Task to complete: Any picture in the records below stays out; return everything else exactly.

· · · ·

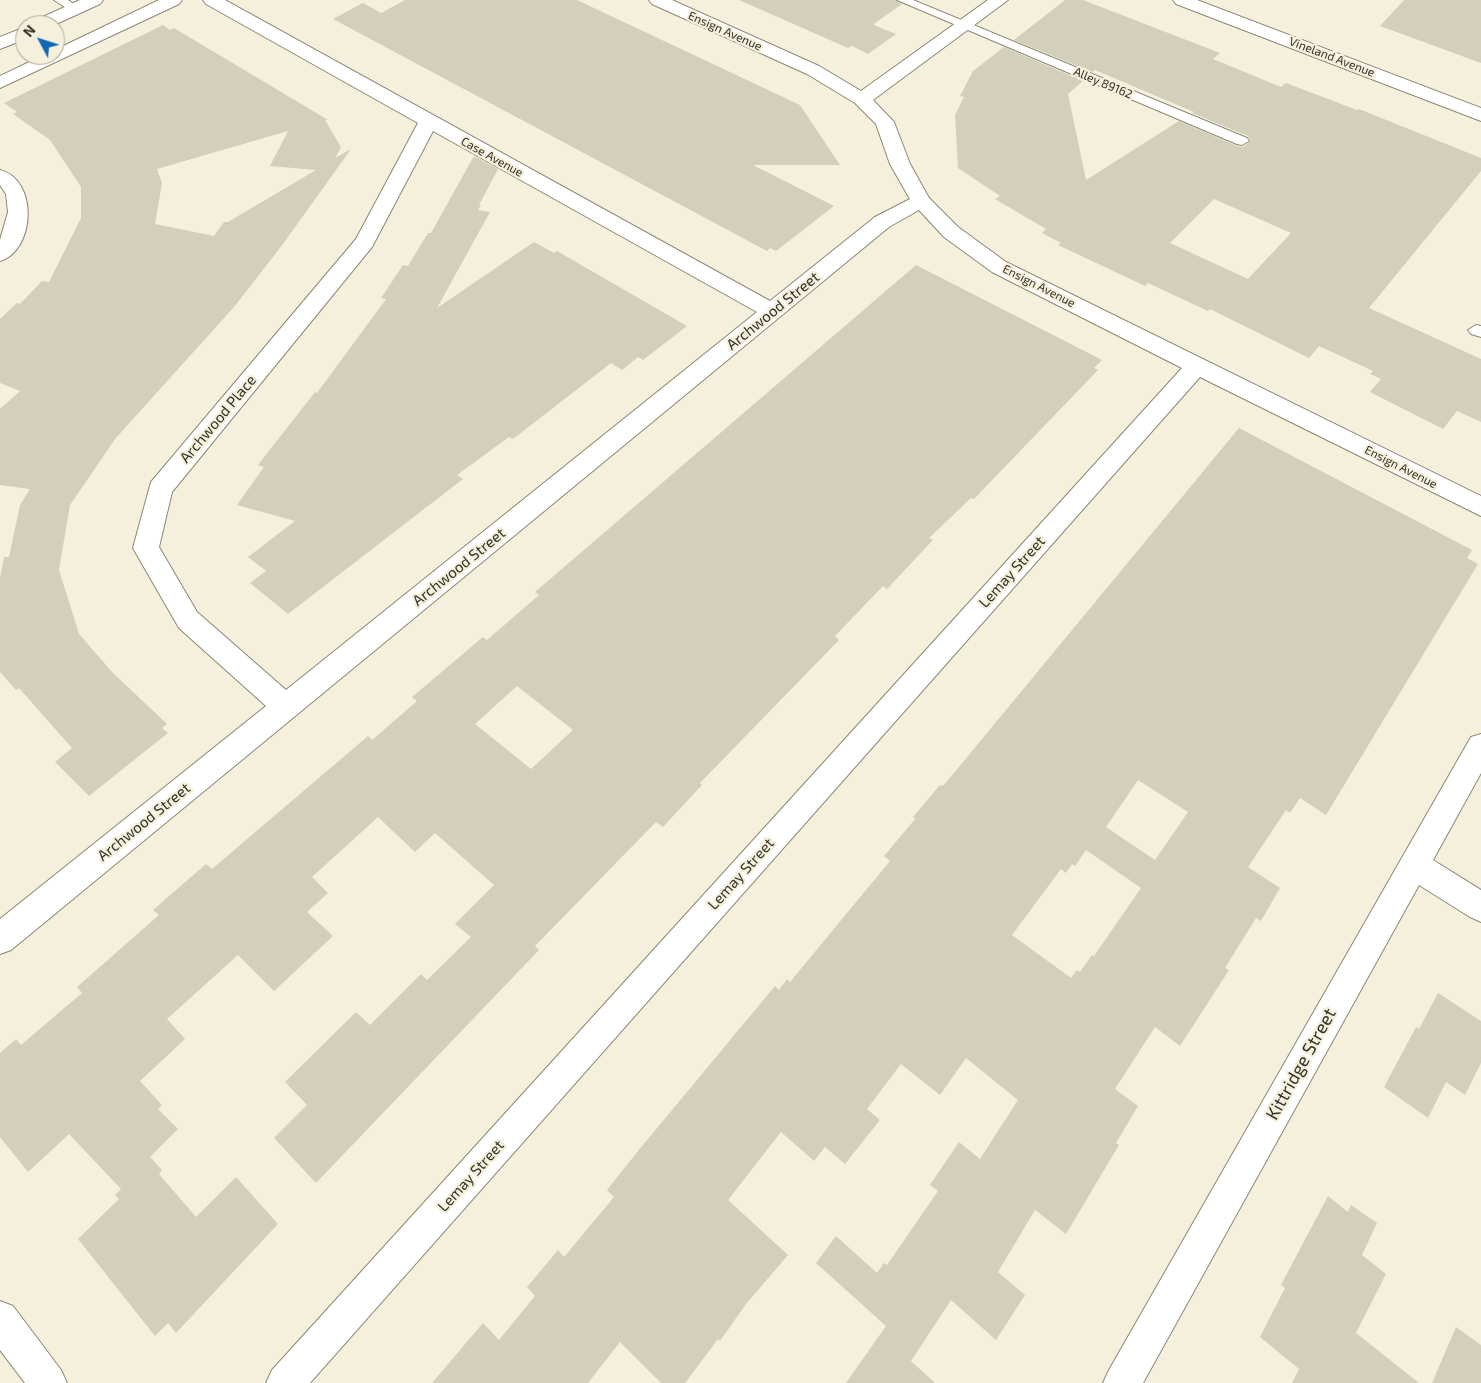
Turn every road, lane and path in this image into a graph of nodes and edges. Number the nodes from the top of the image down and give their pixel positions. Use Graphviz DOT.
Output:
graph roads {
  1 [pos="60,0"];
  2 [pos="94,0"];
  3 [pos="173,0"];
  4 [pos="212,0"];
  5 [pos="658,0"];
  6 [pos="903,0"];
  7 [pos="999,0"];
  8 [pos="1182,0"];
  9 [pos="75,9"];
  10 [pos="62,15"];
  11 [pos="964,25"];
  12 [pos="15,37"];
  13 [pos="0,44"];
  14 [pos="0,84"];
  15 [pos="862,99"];
  16 [pos="1481,115"];
  17 [pos="428,122"];
  18 [pos="1242,140"];
  19 [pos="0,176"];
  20 [pos="921,201"];
  21 [pos="0,254"];
  22 [pos="772,312"];
  23 [pos="1197,365"];
  24 [pos="1481,507"];
  25 [pos="287,707"];
  26 [pos="1481,746"];
  27 [pos="1414,865"];
  28 [pos="1481,907"];
  29 [pos="0,939"];
  30 [pos="0,1319"];
  31 [pos="48,1383"];
  32 [pos="286,1383"];
  33 [pos="1122,1383"];
  1 -- 9 [label="lane"];
  2 -- 9 [label="street"];
  3 -- 14 [label="street"];
  4 -- 17 [label="street, Case Avenue"];
  5 -- 15 [label="street, Ensign Avenue"];
  6 -- 11 [label="lane"];
  7 -- 11 [label="street"];
  8 -- 16 [label="street, Vineland Avenue"];
  9 -- 10 [label="street"];
  11 -- 15 [label="street"];
  11 -- 18 [label="lane, Alley 89162"];
  12 -- 13 [label="street"];
  15 -- 20 [label="street, Ensign Avenue"];
  17 -- 22 [label="street, Case Avenue"];
  17 -- 25 [label="street, Archwood Place"];
  19 -- 21 [label="street"];
  20 -- 22 [label="street, Archwood Street"];
  20 -- 23 [label="street, Ensign Avenue"];
  22 -- 25 [label="street, Archwood Street"];
  23 -- 24 [label="street, Ensign Avenue"];
  23 -- 32 [label="street, Lemay Street"];
  25 -- 29 [label="street, Archwood Street"];
  26 -- 27 [label="street, Kittridge Street"];
  27 -- 28 [label="street"];
  27 -- 33 [label="street, Kittridge Street"];
  30 -- 31 [label="street"];
}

· · · ·

Reply:
Turn every road, lane and path in this image into a graph of nodes and edges. Number the nodes from the top of the image down and give their pixel positions. Use Graphviz DOT.
Output:
graph roads {
  1 [pos="60,0"];
  2 [pos="94,0"];
  3 [pos="173,0"];
  4 [pos="212,0"];
  5 [pos="658,0"];
  6 [pos="903,0"];
  7 [pos="999,0"];
  8 [pos="1182,0"];
  9 [pos="75,9"];
  10 [pos="62,15"];
  11 [pos="964,25"];
  12 [pos="15,37"];
  13 [pos="0,44"];
  14 [pos="0,84"];
  15 [pos="862,99"];
  16 [pos="1481,115"];
  17 [pos="428,122"];
  18 [pos="1242,140"];
  19 [pos="0,176"];
  20 [pos="921,201"];
  21 [pos="0,254"];
  22 [pos="772,312"];
  23 [pos="1197,365"];
  24 [pos="1481,507"];
  25 [pos="287,707"];
  26 [pos="1481,746"];
  27 [pos="1414,865"];
  28 [pos="1481,907"];
  29 [pos="0,939"];
  30 [pos="0,1319"];
  31 [pos="48,1383"];
  32 [pos="286,1383"];
  33 [pos="1122,1383"];
  1 -- 9 [label="lane"];
  2 -- 9 [label="street"];
  3 -- 14 [label="street"];
  4 -- 17 [label="street, Case Avenue"];
  5 -- 15 [label="street, Ensign Avenue"];
  6 -- 11 [label="lane"];
  7 -- 11 [label="street"];
  8 -- 16 [label="street, Vineland Avenue"];
  9 -- 10 [label="street"];
  11 -- 15 [label="street"];
  11 -- 18 [label="lane, Alley 89162"];
  12 -- 13 [label="street"];
  15 -- 20 [label="street, Ensign Avenue"];
  17 -- 22 [label="street, Case Avenue"];
  17 -- 25 [label="street, Archwood Place"];
  19 -- 21 [label="street"];
  20 -- 22 [label="street, Archwood Street"];
  20 -- 23 [label="street, Ensign Avenue"];
  22 -- 25 [label="street, Archwood Street"];
  23 -- 24 [label="street, Ensign Avenue"];
  23 -- 32 [label="street, Lemay Street"];
  25 -- 29 [label="street, Archwood Street"];
  26 -- 27 [label="street, Kittridge Street"];
  27 -- 28 [label="street"];
  27 -- 33 [label="street, Kittridge Street"];
  30 -- 31 [label="street"];
}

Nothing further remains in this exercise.